Exercise objective -
Using the records below, filter out every line that lacks "ВИШНЁВАЯ" and copy the rest.
━━━ Listed records
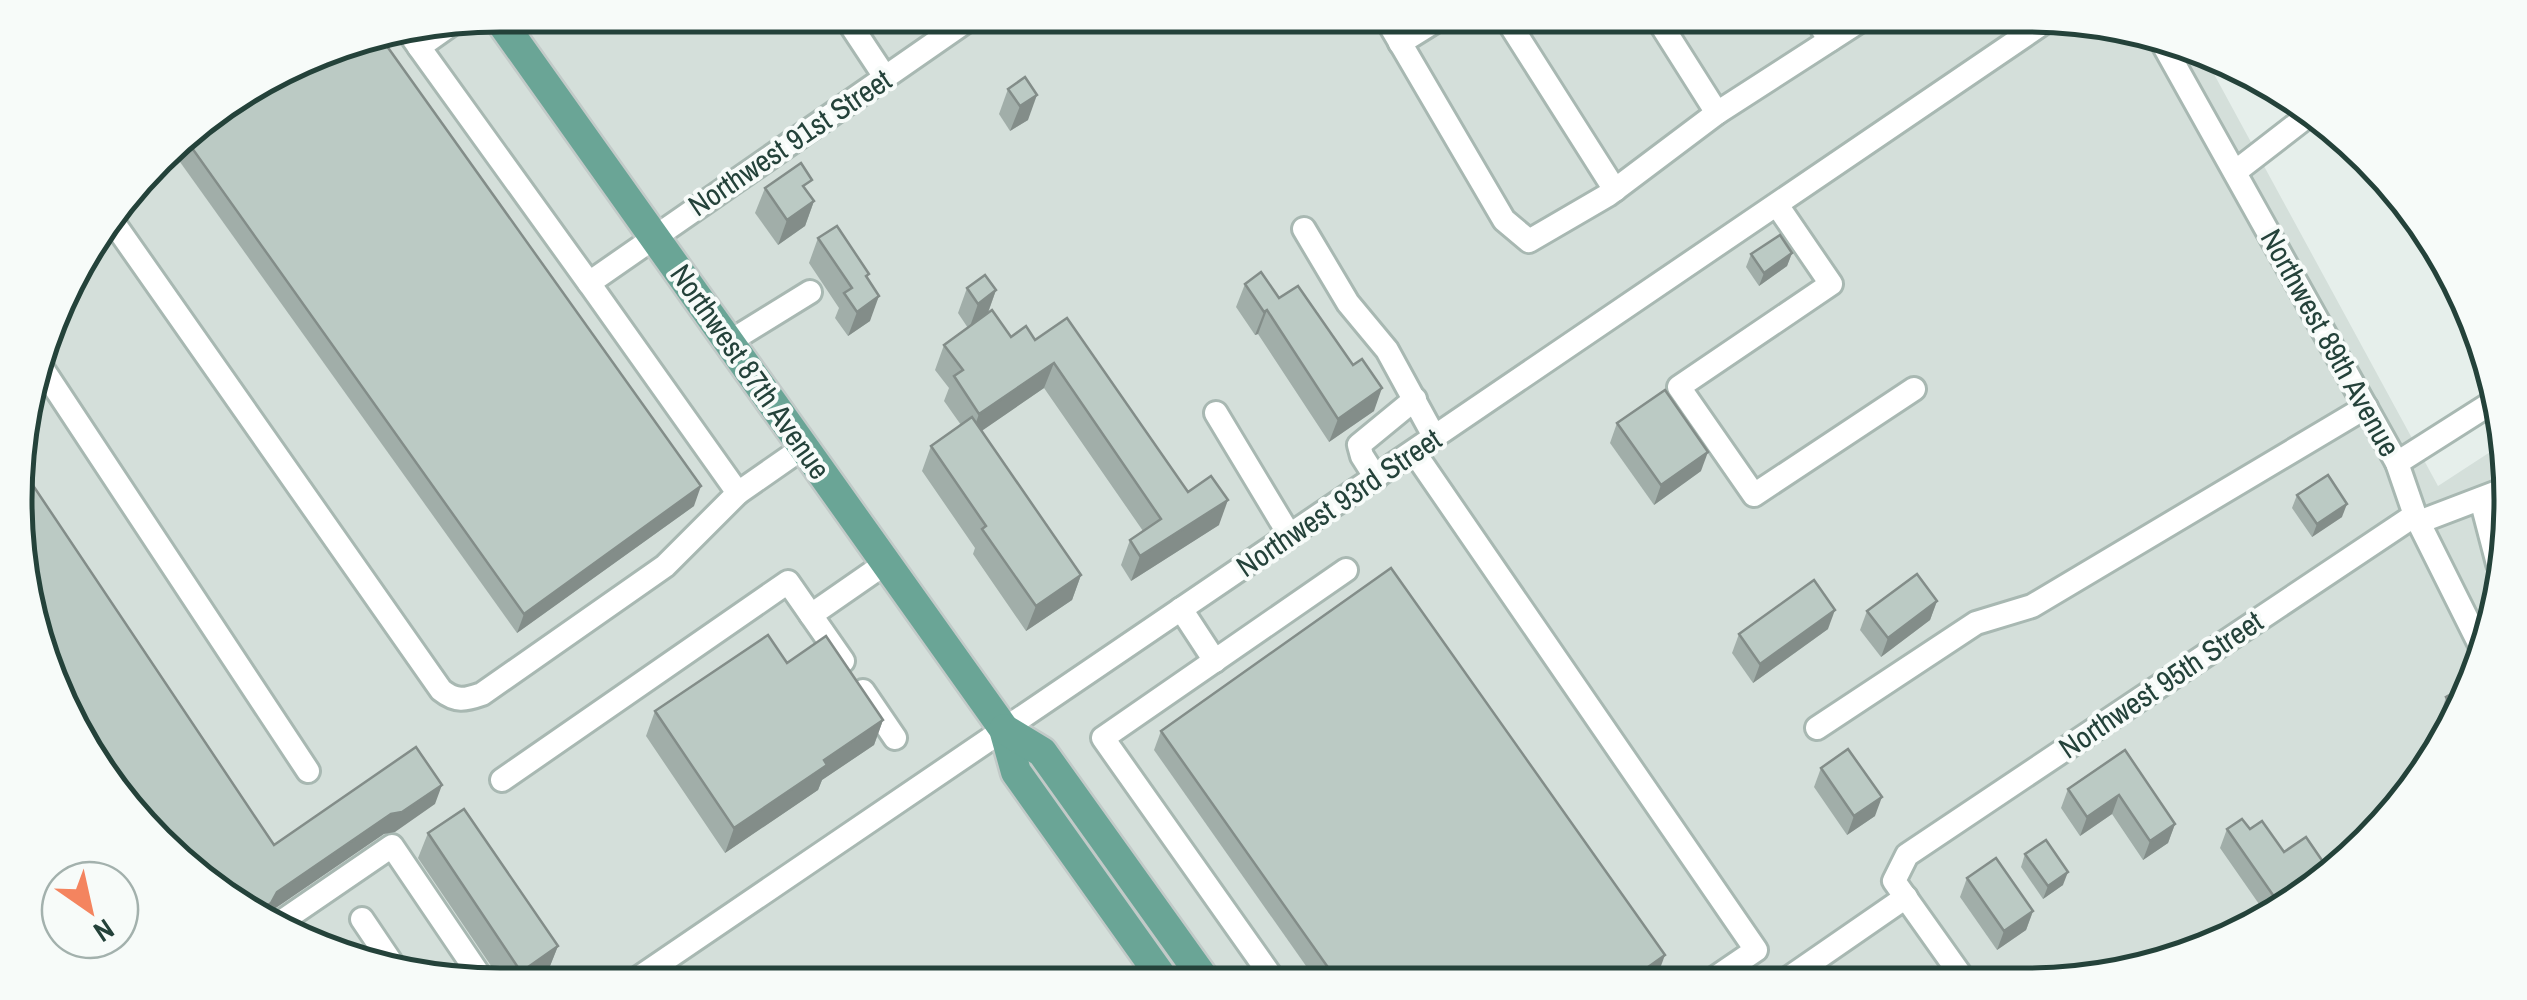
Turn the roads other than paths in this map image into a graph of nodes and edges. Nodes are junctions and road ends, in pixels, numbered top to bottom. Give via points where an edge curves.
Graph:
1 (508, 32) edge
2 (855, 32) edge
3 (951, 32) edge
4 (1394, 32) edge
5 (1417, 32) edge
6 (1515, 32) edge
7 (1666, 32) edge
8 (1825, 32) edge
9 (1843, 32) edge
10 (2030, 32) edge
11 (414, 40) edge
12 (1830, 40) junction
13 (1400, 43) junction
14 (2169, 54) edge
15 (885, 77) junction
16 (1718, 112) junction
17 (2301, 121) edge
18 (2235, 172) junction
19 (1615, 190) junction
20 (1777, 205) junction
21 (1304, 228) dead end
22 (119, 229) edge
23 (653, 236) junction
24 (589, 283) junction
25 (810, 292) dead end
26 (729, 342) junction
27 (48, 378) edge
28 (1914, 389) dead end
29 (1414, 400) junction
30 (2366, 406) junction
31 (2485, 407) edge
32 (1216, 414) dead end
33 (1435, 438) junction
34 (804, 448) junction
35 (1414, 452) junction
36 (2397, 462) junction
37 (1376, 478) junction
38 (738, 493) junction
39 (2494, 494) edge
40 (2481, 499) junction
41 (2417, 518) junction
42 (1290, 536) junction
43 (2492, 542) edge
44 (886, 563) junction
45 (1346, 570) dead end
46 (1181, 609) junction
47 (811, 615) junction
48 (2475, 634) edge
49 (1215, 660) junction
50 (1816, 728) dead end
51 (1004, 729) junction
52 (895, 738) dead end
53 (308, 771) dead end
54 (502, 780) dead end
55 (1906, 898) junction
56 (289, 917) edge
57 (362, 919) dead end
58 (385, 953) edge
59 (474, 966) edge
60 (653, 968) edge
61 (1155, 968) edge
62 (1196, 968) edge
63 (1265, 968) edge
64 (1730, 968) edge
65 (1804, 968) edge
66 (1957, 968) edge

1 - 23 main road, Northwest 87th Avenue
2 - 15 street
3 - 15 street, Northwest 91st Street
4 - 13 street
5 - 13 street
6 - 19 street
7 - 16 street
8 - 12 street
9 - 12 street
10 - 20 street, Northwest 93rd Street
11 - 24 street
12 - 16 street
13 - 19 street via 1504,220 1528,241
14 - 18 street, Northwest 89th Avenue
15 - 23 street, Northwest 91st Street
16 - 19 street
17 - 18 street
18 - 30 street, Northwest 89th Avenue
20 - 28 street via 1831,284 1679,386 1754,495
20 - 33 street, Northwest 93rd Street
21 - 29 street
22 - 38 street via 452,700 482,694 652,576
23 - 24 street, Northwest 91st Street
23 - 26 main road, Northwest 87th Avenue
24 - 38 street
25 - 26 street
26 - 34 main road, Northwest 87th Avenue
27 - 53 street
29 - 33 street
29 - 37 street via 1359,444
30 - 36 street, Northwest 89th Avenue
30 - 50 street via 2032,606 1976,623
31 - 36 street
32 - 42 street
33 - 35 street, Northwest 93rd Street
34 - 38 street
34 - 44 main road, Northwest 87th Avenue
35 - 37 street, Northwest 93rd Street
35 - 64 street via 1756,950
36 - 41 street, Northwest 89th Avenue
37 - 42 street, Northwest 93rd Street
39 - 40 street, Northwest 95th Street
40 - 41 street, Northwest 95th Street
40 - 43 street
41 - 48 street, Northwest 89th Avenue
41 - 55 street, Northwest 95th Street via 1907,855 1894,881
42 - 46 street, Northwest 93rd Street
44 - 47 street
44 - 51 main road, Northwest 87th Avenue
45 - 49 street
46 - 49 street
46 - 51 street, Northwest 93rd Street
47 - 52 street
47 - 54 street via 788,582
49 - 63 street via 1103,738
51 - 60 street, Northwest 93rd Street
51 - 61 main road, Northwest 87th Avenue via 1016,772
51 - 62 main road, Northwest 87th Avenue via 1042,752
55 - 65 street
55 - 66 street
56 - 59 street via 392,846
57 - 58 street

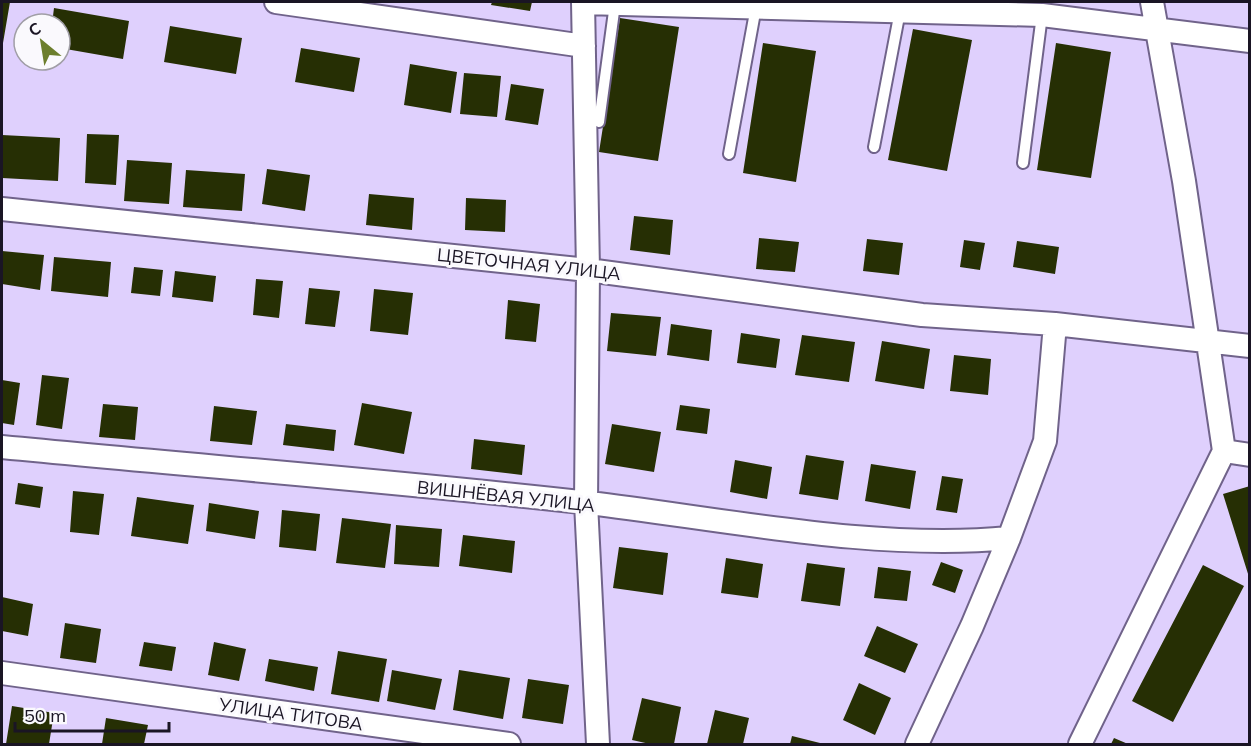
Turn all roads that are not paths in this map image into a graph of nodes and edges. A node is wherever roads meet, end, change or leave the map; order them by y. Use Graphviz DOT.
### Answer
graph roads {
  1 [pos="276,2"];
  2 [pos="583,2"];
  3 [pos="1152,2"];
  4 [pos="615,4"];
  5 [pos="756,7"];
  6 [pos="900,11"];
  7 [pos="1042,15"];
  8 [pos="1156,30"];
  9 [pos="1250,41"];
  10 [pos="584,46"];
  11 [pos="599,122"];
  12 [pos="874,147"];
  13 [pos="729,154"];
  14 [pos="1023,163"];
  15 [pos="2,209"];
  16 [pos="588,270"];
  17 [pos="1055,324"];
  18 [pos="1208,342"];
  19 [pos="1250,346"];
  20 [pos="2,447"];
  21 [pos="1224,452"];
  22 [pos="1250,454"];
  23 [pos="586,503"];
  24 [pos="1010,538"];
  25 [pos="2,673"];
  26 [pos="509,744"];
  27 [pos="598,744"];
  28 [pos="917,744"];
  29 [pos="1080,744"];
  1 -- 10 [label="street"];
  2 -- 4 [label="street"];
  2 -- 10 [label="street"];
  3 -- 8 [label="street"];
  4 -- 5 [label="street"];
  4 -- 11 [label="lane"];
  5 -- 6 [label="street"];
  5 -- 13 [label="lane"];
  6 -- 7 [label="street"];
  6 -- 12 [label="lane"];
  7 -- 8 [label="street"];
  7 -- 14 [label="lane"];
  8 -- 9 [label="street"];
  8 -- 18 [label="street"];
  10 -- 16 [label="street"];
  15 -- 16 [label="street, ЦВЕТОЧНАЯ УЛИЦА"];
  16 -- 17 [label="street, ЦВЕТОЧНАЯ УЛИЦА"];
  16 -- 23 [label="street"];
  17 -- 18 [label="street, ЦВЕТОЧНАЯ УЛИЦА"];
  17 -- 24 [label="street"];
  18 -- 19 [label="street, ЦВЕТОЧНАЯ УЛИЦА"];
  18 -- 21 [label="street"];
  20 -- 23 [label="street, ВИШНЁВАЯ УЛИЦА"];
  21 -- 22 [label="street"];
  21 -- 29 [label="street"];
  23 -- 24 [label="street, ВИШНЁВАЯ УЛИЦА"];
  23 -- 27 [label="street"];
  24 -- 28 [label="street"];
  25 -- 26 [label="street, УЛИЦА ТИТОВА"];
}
━━━━━━
Solution to this task -
  20 -- 23 [label="street, ВИШНЁВАЯ УЛИЦА"];
  23 -- 24 [label="street, ВИШНЁВАЯ УЛИЦА"];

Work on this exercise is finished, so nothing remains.